Sarr explained the research involves a plot of 800 square meters, divided into eight sections, where millet is combined with three different varieties of legumes selected during a pre-trial. The researchers are comparing the potential benefits of the mixture—providing ground cover, blocking weeds and impact on soil—through analysis of its moisture level and nutritional quality. 

“We’re trying to find the best mix,” Sarr said. “We also expect to increase yields through intercropping, because legumes have the ability to absorb atmospheric nitrogen which is essential for plant growth. Legumes grow leaves that cover the ground, which reduces evaporation. The bonus is that people can eat them as well.”

Trail adds that the scope of the research goes beyond collection of scientific results, and importantly aims to improve skills of research students in agronomy. “This can be as important as the results that we get,” he said. “It’s crucial to involve institutions in the global scientific method, which will ultimately serve all students in the future.”

One of the major goals of the exchange program is to prepare institutions to enable students to drive their own agricultural research. ERA is involving additional students at Senegal’s two main agricultural research institutes to take daily measurements and maintain the plots, for which they can get credit towards graduation.

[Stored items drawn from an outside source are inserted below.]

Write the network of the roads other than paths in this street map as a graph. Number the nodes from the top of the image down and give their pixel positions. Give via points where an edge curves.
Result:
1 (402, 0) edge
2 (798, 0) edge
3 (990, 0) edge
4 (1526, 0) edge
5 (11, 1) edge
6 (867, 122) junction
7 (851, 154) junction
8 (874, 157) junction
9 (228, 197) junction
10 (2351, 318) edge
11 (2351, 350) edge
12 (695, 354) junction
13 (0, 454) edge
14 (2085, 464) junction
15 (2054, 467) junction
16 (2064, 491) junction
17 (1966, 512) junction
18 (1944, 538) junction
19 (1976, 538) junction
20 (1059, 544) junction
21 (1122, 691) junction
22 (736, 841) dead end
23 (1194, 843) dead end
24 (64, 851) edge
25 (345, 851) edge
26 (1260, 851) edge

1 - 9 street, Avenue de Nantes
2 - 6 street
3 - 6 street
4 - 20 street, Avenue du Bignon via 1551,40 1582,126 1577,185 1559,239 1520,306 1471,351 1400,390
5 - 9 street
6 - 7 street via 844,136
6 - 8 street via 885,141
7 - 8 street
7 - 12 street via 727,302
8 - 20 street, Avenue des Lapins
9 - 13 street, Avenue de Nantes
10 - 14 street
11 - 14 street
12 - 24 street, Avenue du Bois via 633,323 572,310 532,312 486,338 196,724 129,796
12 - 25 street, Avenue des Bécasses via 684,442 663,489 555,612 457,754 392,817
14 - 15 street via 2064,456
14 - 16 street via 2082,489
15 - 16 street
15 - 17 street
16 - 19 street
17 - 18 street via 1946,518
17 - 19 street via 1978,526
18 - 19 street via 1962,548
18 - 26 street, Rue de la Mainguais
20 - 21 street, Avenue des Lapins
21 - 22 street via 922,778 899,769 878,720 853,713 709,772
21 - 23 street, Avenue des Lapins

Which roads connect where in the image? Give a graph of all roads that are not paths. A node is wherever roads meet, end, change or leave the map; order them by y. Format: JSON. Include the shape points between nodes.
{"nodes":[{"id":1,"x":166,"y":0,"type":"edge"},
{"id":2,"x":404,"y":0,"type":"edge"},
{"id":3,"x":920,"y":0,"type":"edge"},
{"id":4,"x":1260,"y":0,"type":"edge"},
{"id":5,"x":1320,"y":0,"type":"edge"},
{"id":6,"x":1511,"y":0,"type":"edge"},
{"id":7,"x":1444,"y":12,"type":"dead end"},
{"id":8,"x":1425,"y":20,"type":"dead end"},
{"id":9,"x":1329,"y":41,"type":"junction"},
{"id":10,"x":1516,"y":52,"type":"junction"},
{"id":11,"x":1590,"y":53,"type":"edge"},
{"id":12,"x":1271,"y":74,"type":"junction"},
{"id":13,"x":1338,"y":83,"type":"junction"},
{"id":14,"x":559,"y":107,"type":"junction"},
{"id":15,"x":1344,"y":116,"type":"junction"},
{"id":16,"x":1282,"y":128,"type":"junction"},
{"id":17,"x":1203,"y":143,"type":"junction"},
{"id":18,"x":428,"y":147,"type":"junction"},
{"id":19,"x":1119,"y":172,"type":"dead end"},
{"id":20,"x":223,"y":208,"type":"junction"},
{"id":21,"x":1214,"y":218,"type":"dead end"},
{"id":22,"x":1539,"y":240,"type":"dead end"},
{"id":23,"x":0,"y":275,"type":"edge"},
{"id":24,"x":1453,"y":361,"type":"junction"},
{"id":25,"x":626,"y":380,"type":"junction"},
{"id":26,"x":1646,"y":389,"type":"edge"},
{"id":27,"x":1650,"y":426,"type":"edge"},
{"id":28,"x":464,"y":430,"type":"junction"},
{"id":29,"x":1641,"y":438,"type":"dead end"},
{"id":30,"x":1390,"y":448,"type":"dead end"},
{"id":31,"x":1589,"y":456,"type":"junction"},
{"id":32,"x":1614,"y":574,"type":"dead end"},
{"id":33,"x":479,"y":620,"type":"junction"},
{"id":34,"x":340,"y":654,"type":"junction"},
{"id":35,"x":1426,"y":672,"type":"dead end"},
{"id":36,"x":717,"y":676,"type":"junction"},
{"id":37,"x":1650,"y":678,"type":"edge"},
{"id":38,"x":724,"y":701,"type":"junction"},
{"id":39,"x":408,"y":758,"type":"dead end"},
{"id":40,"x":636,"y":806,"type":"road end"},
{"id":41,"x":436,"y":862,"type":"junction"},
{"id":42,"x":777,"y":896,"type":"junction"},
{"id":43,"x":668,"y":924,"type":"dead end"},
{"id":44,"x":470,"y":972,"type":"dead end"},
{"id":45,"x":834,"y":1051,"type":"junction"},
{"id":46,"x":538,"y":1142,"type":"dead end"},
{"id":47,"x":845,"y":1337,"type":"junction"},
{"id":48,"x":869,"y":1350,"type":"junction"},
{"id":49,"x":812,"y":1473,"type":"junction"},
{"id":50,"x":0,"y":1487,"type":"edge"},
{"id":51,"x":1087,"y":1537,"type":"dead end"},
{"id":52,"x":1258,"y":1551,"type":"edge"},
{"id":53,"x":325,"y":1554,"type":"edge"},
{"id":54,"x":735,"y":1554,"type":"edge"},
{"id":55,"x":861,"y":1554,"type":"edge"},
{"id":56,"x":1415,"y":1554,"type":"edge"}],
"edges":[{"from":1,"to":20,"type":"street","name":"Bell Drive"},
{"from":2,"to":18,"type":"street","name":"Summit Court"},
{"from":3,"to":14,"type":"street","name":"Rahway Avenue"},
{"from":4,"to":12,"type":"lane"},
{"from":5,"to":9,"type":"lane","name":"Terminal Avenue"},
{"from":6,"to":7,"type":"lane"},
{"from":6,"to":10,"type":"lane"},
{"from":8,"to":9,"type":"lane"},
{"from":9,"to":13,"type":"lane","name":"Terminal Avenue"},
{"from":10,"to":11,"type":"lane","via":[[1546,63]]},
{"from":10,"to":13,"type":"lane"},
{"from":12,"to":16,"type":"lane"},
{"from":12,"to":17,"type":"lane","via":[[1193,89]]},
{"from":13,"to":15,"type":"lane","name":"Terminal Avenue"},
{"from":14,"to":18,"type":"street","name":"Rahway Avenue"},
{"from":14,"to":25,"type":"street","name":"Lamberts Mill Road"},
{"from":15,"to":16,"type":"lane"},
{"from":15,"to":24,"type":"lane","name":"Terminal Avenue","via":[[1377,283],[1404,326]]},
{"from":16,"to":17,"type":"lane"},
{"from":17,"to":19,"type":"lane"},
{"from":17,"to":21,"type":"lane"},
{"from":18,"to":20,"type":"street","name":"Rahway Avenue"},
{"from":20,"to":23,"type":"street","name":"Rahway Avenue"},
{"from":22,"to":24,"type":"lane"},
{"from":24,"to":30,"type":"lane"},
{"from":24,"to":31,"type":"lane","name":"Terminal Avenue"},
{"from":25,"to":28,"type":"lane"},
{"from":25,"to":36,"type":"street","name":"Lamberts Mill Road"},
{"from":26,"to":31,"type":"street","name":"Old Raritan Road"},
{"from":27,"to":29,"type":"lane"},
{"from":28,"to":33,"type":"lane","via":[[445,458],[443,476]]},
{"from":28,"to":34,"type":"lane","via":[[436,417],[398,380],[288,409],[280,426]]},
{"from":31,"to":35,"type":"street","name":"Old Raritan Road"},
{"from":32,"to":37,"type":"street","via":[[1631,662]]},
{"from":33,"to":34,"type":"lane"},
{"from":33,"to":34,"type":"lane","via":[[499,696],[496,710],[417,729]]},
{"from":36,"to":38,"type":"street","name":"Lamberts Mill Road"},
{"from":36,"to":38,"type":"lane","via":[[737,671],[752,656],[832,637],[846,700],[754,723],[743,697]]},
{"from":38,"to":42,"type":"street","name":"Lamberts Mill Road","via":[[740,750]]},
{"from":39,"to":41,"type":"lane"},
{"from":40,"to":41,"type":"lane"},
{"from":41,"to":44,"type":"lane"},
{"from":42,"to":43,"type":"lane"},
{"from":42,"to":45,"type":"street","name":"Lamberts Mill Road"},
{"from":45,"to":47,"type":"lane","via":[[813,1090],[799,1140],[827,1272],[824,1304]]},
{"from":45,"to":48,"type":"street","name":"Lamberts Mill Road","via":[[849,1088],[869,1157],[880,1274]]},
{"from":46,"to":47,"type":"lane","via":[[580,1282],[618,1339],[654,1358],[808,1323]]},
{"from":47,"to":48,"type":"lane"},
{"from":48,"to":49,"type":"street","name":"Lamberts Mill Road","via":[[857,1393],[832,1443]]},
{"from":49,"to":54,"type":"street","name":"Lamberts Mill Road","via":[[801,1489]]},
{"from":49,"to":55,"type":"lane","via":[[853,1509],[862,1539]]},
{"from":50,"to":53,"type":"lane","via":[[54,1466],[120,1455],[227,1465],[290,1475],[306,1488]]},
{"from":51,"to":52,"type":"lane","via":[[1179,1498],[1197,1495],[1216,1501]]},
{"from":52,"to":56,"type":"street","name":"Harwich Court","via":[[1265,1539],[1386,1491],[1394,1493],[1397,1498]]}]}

“We’re working with Senegalese students who previously didn’t have the capacity for research at this level," said Patrick Guilbaud, director of ERA. “The exchange helps them master the techniques so they can in turn work with local farmers and apply the same approaches.” Likewise, Guilbaud said, American research students would never have such an opportunity to make a demonstrable impact on food security in the developing world.

“The more students that have access to projects like this will ensure that work continues long after I return to Virginia Tech,” says Trail. “It’s a win-win partnership for all.”

The ERA project aims to improve agricultural education at the college level, increase exports, and fight against hunger and food insecurity in Senegal. Since the project began in 2010, Virginia Tech has partnered with four American universities—Connecticut, Michigan State, Purdue and Tuskegee—as well as with Senegalese agriculture experts to strengthen the country's agricultural education sector.